另一个需要MFA的场景是在包含高度敏感数据的网络分段区域内, 例如持卡人数据环境(CDE). Even if multi-factor authentication is required to log in to your network, 您仍然需要添加一个额外的MFA层来登录cde -即使它没有直接连接到互联网.
这一额外的安全层不仅有助于遵从性, but it’s also important for protection of the most sensitive data held by your organization. Because, while multi-factor authentication is effective if executed correctly, it’s not infallible.
考虑一下这个例子:
You implement MFA for your network, teach employees to use it properly, 和 move on. You’ve got MFA installed 和 active for all corporate services (email, 远程访问, (包括第三方服务),将用户重定向到需要MFA的单点登录(SSO)身份验证门户. 你可以走了,对吧?
不完全是.
在一个未公开的地点,一个威胁行为者试图访问你的一个新员工的账户,这个新员工可能在新员工安全意识培训期间没有密切关注. 这名员工一直在手机上收到来自他们开始在公司工作时安装的MFA应用程序的提醒.

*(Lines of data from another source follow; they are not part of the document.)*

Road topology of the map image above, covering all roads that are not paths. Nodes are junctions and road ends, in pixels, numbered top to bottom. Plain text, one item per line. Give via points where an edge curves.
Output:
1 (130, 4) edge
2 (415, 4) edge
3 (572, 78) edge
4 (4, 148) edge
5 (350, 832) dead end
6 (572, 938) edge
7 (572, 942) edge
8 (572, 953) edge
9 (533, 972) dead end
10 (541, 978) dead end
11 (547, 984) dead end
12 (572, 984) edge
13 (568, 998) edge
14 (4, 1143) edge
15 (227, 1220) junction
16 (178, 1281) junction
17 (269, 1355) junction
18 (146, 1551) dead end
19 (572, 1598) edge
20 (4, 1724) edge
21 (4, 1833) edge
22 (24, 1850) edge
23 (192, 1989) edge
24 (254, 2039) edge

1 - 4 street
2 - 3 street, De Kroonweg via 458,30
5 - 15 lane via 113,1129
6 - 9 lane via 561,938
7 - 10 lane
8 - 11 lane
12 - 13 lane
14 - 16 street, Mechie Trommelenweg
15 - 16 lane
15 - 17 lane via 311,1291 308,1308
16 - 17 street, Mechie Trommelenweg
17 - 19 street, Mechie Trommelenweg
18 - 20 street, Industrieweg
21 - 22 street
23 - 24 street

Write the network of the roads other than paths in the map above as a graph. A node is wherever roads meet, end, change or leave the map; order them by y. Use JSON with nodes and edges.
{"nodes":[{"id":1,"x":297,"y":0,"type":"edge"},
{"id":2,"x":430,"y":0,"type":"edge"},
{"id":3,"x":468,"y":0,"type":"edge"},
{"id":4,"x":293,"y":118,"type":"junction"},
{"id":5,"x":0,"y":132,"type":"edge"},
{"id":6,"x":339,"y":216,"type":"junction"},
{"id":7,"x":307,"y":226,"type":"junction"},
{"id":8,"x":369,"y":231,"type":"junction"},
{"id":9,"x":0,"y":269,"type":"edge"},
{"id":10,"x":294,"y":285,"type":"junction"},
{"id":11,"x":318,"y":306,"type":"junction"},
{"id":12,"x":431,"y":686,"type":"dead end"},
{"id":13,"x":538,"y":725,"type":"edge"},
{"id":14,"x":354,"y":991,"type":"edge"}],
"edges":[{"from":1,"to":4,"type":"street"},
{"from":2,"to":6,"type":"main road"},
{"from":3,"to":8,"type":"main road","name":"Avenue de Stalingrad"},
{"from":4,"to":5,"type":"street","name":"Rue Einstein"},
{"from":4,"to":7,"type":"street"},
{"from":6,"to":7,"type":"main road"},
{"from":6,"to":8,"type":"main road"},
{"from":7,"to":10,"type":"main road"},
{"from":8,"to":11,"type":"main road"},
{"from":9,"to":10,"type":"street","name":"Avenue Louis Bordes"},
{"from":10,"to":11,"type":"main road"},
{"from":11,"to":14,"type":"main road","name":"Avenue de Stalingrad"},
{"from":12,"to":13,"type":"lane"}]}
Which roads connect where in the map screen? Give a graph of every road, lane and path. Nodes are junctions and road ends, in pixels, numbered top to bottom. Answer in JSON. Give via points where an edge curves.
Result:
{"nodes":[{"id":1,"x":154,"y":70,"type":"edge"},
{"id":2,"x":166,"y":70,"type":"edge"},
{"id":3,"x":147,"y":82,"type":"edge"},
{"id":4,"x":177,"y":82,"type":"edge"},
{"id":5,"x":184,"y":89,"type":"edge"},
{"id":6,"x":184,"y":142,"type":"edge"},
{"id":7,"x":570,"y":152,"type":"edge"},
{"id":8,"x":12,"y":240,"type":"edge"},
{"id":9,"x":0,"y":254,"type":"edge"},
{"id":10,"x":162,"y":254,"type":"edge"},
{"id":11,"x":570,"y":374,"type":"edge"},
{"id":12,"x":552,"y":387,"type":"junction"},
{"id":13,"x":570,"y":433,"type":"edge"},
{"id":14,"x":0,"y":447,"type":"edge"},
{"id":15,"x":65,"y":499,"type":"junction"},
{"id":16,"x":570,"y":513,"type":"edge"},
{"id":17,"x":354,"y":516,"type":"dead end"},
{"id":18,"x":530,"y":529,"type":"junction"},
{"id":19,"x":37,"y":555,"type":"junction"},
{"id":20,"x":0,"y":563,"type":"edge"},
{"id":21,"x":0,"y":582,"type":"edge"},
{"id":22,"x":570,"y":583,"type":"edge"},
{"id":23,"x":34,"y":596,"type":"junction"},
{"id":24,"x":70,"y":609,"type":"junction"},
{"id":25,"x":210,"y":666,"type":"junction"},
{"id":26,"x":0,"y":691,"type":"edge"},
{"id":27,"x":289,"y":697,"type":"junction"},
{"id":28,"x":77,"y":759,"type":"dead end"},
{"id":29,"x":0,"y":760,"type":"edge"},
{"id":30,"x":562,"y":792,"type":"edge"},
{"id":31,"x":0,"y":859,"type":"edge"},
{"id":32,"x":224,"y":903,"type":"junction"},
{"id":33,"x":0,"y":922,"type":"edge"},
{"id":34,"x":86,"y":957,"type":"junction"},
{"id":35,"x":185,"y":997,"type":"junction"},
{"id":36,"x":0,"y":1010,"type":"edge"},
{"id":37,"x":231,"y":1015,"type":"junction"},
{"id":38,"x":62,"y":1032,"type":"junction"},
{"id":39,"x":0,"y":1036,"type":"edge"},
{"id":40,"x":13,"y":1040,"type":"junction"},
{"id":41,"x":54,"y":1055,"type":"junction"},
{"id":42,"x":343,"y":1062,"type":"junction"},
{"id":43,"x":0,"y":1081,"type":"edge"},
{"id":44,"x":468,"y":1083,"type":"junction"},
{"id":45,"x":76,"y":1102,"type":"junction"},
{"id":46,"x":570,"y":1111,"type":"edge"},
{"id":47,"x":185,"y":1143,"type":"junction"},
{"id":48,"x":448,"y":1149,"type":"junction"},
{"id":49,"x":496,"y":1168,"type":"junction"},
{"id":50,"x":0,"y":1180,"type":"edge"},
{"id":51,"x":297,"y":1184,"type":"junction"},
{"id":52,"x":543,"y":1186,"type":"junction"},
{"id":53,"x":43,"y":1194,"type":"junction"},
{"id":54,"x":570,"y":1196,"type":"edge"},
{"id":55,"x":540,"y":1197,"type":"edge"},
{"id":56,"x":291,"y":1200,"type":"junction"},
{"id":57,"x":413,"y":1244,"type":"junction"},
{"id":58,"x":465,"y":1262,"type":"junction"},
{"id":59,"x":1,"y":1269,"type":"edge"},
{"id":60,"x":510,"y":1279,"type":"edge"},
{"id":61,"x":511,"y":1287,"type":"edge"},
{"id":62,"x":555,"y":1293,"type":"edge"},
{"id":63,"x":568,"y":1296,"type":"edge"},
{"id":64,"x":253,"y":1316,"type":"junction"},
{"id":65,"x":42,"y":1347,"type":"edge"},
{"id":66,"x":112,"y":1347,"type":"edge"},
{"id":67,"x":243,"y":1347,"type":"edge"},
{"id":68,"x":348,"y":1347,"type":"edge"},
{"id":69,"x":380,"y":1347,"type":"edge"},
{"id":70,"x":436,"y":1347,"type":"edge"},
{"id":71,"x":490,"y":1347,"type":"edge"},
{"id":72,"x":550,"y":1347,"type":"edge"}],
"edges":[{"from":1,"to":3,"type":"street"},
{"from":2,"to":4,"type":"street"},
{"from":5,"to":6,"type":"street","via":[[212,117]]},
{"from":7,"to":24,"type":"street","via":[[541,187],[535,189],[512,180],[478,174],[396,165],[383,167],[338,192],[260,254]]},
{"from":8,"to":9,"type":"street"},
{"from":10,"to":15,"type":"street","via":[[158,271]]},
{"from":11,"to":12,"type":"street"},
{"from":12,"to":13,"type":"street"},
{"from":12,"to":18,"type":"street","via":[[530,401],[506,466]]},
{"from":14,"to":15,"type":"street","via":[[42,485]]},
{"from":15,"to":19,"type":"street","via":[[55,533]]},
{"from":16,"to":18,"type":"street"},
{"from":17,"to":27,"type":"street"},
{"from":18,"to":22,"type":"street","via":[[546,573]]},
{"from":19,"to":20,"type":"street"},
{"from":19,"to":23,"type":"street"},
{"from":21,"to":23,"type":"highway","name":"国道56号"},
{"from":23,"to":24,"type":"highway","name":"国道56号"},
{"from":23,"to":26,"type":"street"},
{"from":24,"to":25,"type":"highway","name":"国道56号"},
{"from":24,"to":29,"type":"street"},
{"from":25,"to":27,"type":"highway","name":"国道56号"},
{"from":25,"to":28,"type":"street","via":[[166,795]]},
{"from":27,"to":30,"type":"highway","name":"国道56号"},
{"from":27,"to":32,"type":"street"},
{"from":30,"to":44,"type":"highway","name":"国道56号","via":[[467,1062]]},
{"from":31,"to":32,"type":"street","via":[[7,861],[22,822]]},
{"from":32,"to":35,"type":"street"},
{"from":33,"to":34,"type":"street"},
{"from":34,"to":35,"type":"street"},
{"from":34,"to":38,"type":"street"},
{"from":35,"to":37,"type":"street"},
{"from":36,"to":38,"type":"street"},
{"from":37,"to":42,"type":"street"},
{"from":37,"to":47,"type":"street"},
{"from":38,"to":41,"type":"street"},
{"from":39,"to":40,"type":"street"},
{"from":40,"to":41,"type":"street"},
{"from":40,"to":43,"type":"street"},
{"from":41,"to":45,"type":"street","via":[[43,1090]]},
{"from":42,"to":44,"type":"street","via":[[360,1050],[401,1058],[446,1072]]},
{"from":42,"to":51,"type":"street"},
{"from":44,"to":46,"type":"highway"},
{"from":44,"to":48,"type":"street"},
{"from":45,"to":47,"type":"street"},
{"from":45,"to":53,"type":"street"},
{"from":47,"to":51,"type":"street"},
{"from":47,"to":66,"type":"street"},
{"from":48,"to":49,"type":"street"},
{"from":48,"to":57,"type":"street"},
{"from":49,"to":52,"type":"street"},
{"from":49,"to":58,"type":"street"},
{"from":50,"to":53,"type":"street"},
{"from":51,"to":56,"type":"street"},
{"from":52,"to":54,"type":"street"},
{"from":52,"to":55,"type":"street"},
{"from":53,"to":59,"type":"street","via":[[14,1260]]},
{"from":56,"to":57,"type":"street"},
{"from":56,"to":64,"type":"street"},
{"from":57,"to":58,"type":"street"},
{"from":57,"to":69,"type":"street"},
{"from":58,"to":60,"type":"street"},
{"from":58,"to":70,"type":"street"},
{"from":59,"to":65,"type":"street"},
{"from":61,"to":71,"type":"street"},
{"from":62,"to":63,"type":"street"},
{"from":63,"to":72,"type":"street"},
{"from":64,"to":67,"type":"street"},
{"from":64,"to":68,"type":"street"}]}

员工 knows they’re not trying to log in, but they brush it off as a technical malfunction. 员工最终会厌倦自己的手机铃声, 所以用户确认从MFA应用程序的登录请求.
和, just like that, a threat actor has entered your network, even though you’ve got MFA installed.
信息安全没有保证. 而你可以尽可能地为自己做好准备, user error should always play a factor in your decision making 和 infrastructure. Are abundant successful logins but failed MFA attempts being alerted on within security monitoring processes?
The needs of networks can vary based on the size 和 type of organization. 决定如何最好地保护你的资产和教育你的员工可能会带来意想不到的独特挑战. So, if you’re looking for some guidance on how to best secure your network or implement MFA, 让我们知道我们很乐意今天就帮你开始工作.